### WORK ITEM
Going line by line through the entries below, tally those that hold the string "routing". Give only the total.

### RECORDS SUPPLIED
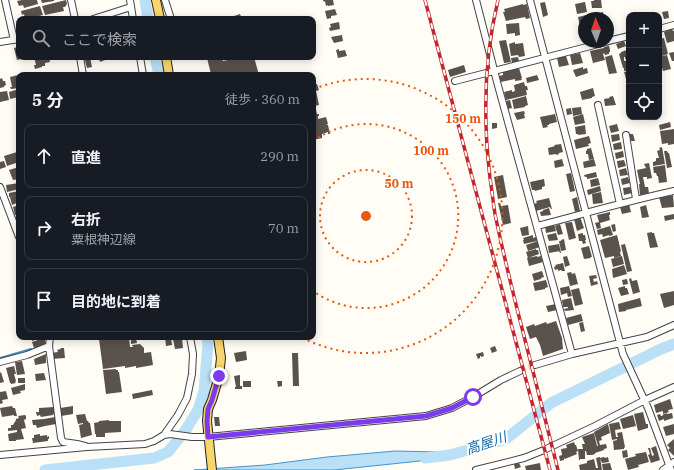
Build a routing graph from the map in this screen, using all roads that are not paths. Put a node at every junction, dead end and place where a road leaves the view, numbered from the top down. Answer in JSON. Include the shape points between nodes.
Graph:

* * *

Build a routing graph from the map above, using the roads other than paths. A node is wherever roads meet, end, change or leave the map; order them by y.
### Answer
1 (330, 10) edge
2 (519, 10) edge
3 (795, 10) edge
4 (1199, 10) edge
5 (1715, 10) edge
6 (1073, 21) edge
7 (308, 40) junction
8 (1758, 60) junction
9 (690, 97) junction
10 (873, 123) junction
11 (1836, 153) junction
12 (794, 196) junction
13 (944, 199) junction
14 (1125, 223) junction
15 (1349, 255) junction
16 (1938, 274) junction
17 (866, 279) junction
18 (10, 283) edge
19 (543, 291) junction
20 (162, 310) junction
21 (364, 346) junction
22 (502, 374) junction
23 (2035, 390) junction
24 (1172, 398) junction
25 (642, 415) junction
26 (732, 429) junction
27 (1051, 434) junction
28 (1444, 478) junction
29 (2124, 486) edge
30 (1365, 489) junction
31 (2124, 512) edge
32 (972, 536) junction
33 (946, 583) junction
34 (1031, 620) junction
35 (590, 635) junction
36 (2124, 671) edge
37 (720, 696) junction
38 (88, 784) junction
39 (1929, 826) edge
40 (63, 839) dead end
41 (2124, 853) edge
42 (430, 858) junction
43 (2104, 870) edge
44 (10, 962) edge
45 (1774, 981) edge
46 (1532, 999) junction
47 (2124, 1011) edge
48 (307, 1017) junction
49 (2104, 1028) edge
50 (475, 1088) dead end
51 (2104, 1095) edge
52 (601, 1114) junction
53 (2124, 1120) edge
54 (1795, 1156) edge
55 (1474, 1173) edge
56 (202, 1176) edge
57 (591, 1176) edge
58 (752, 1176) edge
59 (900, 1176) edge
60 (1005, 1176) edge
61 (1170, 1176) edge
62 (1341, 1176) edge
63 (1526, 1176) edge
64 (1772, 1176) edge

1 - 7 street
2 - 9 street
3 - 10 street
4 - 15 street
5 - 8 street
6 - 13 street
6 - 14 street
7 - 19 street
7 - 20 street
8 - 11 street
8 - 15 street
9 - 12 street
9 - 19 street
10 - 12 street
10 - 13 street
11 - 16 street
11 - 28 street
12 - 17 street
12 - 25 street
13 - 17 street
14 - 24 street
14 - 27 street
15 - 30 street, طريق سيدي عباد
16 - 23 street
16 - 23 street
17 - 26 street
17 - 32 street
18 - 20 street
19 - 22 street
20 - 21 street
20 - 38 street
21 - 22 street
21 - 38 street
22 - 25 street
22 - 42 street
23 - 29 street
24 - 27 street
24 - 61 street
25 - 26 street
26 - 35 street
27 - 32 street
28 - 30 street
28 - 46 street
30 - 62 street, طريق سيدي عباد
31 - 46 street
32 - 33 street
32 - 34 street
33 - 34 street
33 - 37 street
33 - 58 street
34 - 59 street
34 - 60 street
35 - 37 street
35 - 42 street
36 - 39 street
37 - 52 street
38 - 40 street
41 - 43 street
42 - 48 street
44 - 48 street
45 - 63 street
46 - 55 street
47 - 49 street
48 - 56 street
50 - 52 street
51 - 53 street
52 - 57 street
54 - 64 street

### TASK OUTPUT
2